Since quantum computers are based on qubits, they can solve challenging problems using classical computers and revolutionise many industries. For example, quantum computers can rapidly simulate molecules and chemical reactions, discovering new drugs and materials with exceptional properties.  

Although significant breakthroughs have been made in quantum computing, we are still in the nascent stages of its development. 

Breakthrough #1: Quantum supremacy

The objective of quantum supremacy is to demonstrate that a quantum computer can solve a problem that no classical computer can solve in any reasonable length of time, despite the usefulness of the problem. Achieving this goal demonstrates the power of a quantum computer over a classical computer in complex problem-solving.  

In October 2019, Google confirmed that it had achieved quantum supremacy using its fully programmable 54-qubit processor called Sycamore. They solved a sampling problem in 200 seconds which would take a supercomputer nearly 10,000 years to solve. This marked a significant achievement in the development of quantum computing.  

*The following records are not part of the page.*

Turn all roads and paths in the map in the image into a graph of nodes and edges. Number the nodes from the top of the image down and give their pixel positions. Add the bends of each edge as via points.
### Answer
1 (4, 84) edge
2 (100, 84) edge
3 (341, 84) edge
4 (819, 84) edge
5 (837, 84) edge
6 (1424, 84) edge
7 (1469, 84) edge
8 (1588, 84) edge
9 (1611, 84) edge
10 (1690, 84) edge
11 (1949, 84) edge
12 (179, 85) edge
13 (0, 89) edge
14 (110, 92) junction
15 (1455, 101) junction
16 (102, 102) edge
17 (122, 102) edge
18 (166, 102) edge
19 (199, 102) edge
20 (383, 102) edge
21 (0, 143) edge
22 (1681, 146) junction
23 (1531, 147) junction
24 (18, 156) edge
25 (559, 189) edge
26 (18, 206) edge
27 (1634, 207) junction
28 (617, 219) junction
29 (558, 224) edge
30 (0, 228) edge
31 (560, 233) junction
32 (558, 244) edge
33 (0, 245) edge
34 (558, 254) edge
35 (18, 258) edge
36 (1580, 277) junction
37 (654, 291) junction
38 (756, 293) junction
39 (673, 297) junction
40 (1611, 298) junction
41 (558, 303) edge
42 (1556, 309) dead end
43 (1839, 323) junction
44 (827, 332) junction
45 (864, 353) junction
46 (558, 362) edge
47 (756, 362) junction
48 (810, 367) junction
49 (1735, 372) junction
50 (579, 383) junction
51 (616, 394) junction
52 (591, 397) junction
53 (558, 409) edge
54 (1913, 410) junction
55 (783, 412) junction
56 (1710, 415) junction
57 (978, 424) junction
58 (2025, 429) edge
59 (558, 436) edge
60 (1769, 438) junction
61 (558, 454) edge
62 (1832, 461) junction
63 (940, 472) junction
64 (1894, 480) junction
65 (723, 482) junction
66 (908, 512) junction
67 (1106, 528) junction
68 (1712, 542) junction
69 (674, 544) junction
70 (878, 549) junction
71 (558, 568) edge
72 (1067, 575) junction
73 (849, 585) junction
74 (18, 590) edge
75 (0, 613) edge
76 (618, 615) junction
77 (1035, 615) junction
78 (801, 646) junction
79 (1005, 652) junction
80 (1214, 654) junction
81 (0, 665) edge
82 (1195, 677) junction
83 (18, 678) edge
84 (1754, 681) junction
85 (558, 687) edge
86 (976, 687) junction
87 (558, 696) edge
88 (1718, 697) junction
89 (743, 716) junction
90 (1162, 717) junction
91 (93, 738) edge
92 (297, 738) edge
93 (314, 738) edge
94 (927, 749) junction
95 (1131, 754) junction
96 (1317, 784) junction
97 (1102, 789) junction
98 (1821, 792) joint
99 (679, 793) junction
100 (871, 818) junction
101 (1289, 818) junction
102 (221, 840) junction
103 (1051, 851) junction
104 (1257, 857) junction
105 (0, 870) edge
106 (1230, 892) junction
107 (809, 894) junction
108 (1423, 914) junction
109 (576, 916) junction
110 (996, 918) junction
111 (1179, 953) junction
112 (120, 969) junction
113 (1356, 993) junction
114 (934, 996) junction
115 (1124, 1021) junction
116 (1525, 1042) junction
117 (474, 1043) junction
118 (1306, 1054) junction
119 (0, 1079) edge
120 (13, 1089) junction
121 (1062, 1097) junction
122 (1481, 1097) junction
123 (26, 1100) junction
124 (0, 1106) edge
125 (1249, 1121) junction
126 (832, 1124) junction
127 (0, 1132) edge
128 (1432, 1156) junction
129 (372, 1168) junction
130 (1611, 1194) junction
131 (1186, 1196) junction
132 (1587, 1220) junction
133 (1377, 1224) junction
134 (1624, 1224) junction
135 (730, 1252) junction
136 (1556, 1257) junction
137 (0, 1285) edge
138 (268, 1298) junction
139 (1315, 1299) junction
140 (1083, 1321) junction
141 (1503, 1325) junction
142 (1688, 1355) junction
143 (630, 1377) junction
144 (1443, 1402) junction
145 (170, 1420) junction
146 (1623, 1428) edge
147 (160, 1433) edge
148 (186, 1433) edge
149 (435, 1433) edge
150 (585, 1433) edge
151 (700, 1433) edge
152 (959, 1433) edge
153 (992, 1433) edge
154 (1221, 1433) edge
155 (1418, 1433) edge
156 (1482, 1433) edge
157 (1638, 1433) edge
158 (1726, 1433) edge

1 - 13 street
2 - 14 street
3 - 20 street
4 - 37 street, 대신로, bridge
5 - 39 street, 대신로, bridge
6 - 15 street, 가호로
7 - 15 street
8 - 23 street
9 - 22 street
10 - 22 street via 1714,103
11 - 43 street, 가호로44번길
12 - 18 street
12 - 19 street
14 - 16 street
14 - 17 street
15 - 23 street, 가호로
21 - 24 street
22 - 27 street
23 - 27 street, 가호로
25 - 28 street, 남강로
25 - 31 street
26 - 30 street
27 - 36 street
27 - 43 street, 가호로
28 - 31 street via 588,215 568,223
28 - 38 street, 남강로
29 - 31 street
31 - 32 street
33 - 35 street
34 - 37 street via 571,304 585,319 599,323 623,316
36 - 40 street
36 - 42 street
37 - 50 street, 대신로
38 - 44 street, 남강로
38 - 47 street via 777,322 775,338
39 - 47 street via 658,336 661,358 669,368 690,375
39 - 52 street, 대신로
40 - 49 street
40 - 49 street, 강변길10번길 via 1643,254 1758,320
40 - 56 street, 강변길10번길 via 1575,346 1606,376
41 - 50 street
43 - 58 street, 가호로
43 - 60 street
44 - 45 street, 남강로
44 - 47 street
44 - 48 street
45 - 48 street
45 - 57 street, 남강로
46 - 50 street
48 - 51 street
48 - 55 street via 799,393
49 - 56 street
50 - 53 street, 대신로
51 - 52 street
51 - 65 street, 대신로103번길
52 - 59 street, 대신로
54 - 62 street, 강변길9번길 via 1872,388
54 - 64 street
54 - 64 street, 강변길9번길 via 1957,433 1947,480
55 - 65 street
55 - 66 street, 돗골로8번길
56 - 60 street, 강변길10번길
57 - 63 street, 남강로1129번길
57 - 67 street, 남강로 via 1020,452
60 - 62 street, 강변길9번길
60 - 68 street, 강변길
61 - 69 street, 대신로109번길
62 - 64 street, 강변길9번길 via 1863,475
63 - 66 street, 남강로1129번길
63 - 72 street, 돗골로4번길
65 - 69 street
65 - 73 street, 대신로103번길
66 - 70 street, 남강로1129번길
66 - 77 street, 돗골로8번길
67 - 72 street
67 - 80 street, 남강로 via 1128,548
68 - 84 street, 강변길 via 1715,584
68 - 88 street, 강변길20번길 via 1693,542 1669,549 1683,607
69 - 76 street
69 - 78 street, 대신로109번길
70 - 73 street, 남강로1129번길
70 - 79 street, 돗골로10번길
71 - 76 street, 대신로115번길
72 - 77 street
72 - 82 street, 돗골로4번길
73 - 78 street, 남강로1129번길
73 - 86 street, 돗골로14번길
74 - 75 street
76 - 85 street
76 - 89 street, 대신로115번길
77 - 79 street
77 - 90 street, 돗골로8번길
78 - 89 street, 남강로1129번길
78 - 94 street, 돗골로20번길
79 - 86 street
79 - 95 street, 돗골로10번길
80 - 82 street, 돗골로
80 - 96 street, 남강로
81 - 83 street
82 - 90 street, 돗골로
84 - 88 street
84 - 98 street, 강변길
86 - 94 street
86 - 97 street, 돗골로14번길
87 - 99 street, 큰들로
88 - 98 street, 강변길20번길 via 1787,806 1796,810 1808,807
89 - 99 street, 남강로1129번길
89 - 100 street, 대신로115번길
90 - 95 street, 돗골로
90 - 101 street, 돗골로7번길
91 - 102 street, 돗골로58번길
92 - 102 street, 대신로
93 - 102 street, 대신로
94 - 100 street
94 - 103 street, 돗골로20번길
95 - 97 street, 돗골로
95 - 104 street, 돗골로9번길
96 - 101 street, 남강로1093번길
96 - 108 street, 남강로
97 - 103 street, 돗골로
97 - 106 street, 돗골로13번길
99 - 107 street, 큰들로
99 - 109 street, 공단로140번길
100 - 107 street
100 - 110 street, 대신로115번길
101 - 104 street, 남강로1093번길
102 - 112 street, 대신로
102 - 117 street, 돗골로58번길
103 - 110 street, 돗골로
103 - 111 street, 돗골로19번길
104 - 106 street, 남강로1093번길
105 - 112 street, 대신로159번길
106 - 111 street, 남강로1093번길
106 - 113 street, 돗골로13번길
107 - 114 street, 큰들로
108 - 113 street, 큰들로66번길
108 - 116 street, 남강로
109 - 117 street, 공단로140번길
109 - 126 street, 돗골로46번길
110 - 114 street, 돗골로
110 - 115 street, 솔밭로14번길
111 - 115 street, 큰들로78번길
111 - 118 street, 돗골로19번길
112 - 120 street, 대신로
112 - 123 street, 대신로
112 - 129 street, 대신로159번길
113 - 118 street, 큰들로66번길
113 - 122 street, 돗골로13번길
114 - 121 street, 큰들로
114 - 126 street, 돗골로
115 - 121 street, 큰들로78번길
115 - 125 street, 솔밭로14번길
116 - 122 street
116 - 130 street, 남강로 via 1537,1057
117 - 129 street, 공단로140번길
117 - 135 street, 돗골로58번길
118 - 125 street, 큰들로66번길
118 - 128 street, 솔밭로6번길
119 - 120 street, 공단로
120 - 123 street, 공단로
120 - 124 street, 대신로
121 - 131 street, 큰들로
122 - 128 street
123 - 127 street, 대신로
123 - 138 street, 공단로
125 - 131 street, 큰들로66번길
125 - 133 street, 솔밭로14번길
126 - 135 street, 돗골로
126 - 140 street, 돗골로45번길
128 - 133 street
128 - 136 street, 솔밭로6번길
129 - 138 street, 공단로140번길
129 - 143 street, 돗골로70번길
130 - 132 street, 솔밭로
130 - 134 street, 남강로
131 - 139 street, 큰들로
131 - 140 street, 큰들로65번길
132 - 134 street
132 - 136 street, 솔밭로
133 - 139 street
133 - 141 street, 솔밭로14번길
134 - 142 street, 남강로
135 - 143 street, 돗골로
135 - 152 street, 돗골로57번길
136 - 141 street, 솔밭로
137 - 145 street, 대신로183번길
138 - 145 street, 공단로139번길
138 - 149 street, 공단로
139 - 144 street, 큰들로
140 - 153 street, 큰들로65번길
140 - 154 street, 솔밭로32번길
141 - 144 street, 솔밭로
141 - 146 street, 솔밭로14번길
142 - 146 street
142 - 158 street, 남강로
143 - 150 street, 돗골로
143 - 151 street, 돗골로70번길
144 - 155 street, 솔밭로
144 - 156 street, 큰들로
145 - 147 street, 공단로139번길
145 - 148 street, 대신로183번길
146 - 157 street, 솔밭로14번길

Richard Feynman first theorised the idea of using quantum mechanics to perform calculations impossible for classical computers. Image: Unknown/Wikimedia Commons

Since then, many researchers have demonstrated quantum supremacy by solving various sampling problems. The impact of achieving quantum supremacy cannot be overstated. It validates the potential of quantum computing to solve problems beyond the capabilities of classical computers, as first theorised by Richard Feynman in the 1980s. 

Apart from sampling problems, other applications have been proposed for demonstrating quantum supremacy, such as Shor's algorithm for factoring integers which are extremely important in encryption. However, implementing Shor's algorithm for large numbers is not feasible with existing technology and is hence not the preferred oversampling algorithm for demonstrating supremacy.  

Breakthrough #2: Quantum error correction

The most pressing concern with quantum computers is their sensitivity to errors induced by environmental noise and imperfect control. This hinders their practical usability, as data stored on a quantum computer can become corrupted.

Classical error correction relies on redundancy, ie, repetition. However, quantum information cannot be cloned or copied due to the no-cloning theorem (which states that it is impossible to create an independent and identical copy of an arbitrary unknown quantum state). Therefore, a new error correction method is required for quantum computing systems. 

QEC for a single qubit. Image: Self/Wikimedia Commons

Quantum error correction (QEC) is a way to mitigate these errors and ensure that the data stored on a quantum computer is error-free, thus improving the reliability and accuracy of quantum computers.

The principle of QEC is to encode the data stored on a quantum computer such that the errors can be detected and corrected without disrupting the computation being performed on it.

This is done using quantum error-correction codes (QECCs). QECCs work by encoding the information onto a larger state space. They further correct the error without measuring the quantum state, thereby preventing the collapse of the quantum state. 

The first experimental demonstration of QEC was done in 1998 with nuclear magnetic resonance qubits. Since then, several experiments to demonstrate QEC have been performed using, for example, linear optics and trapped ions, among others.

A significant breakthrough came in 2016 when researchers extended the lifespan of a quantum bit using QEC. Their research showed the advantage of using hardware-efficient qubit encoding over traditional QEC methods for improving the lifetime of a qubit.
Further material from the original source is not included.